# What to work on:
Copy the entries without a single change. Pictures should be dropped.

◆ ◆ ◆

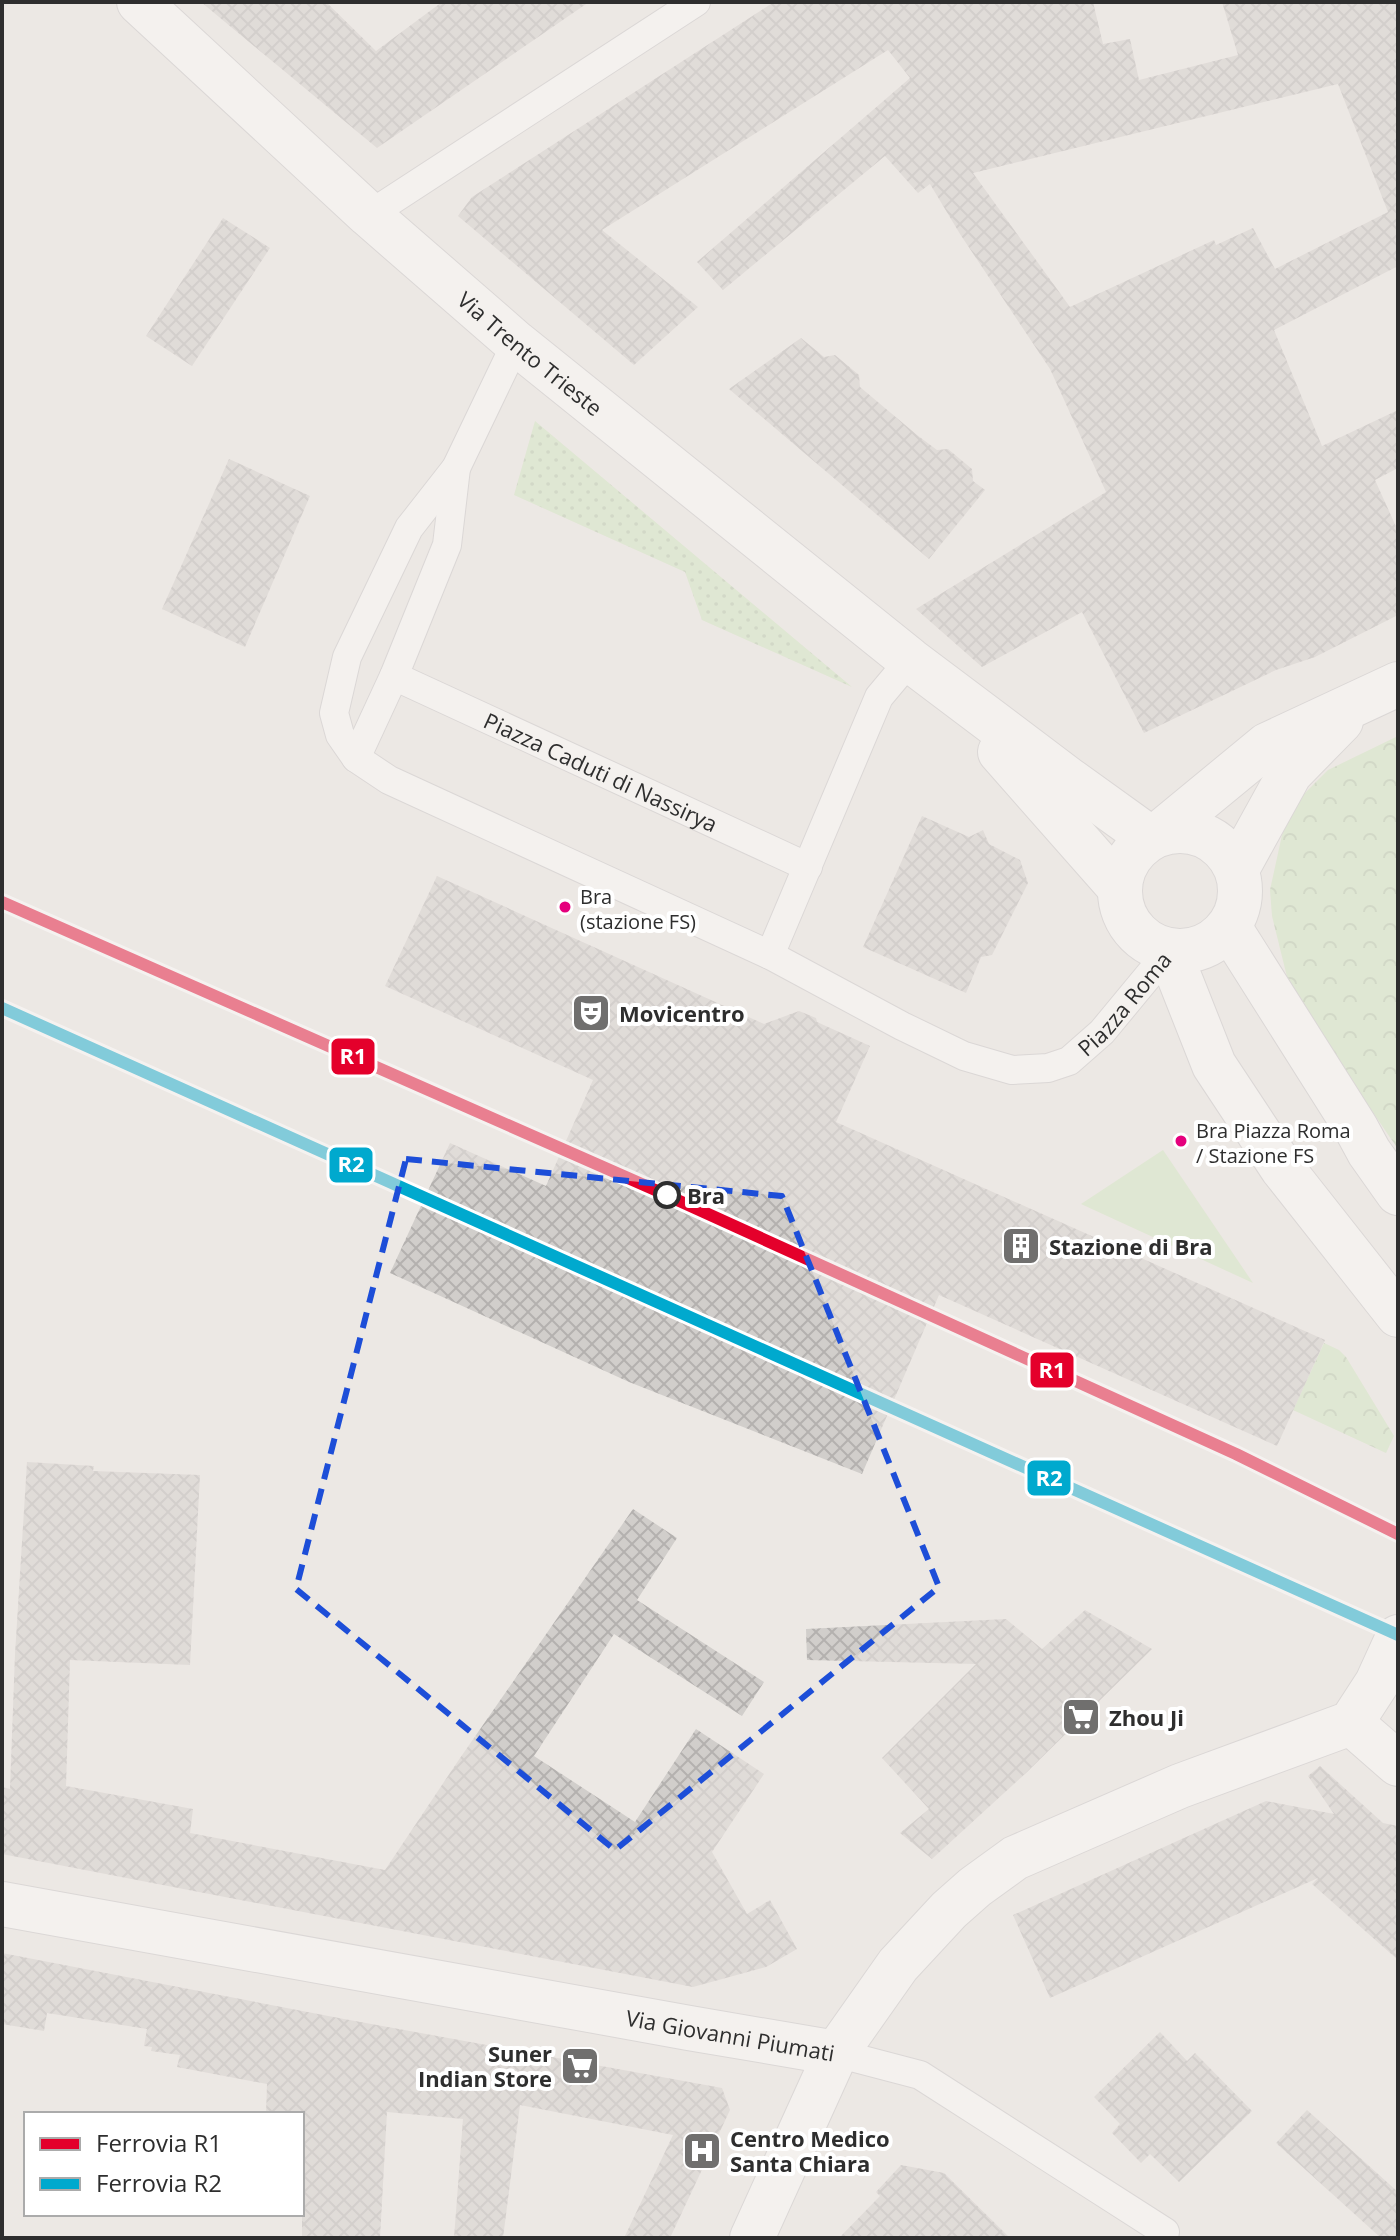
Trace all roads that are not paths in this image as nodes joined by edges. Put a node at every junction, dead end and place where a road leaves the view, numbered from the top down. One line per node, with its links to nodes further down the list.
1 (139, 2): 3 (main road, Via Trento Trieste)
2 (696, 2): 3 (lane)
3 (369, 215): 4 (main road, Via Trento Trieste)
4 (516, 343): 5 (lane); 6 (main road, Via Trento Trieste)
5 (456, 468): 7 (lane); 10 (lane)
6 (925, 672): 11 (main road); 12 (lane); 14 (main road)
7 (394, 676): 10 (lane); 12 (lane, Piazza Caduti di Nassirya)
8 (1398, 684): 9 (main road)
9 (1360, 702): 11 (main road); 13 (main road)
10 (356, 758): 17 (lane)
11 (1155, 836): 13 (main road); 14 (main road)
12 (808, 867): 17 (lane)
13 (1237, 869): 15 (main road)
14 (1119, 887): 16 (main road)
15 (1229, 927): 16 (main road); 18 (main road)
16 (1169, 951): 17 (lane, Piazza Roma); 19 (main road, Piazza Roma)
17 (770, 955)
18 (1398, 1193)
19 (1398, 1315)
20 (1398, 1637): 21 (main road)
21 (1351, 1723): 22 (main road); 24 (main road, Via Giovanni Piumati)
22 (1398, 1764)
23 (2, 1904): 24 (main road, Via Giovanni Piumati)
24 (836, 2053): 25 (lane); 26 (main road)
25 (1165, 2232)
26 (752, 2238)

◆ ◆ ◆

# Response:
Trace all roads that are not paths in this image as nodes joined by edges. Put a node at every junction, dead end and place where a road leaves the view, numbered from the top down. One line per node, with its links to nodes further down the list.
1 (139, 2): 3 (main road, Via Trento Trieste)
2 (696, 2): 3 (lane)
3 (369, 215): 4 (main road, Via Trento Trieste)
4 (516, 343): 5 (lane); 6 (main road, Via Trento Trieste)
5 (456, 468): 7 (lane); 10 (lane)
6 (925, 672): 11 (main road); 12 (lane); 14 (main road)
7 (394, 676): 10 (lane); 12 (lane, Piazza Caduti di Nassirya)
8 (1398, 684): 9 (main road)
9 (1360, 702): 11 (main road); 13 (main road)
10 (356, 758): 17 (lane)
11 (1155, 836): 13 (main road); 14 (main road)
12 (808, 867): 17 (lane)
13 (1237, 869): 15 (main road)
14 (1119, 887): 16 (main road)
15 (1229, 927): 16 (main road); 18 (main road)
16 (1169, 951): 17 (lane, Piazza Roma); 19 (main road, Piazza Roma)
17 (770, 955)
18 (1398, 1193)
19 (1398, 1315)
20 (1398, 1637): 21 (main road)
21 (1351, 1723): 22 (main road); 24 (main road, Via Giovanni Piumati)
22 (1398, 1764)
23 (2, 1904): 24 (main road, Via Giovanni Piumati)
24 (836, 2053): 25 (lane); 26 (main road)
25 (1165, 2232)
26 (752, 2238)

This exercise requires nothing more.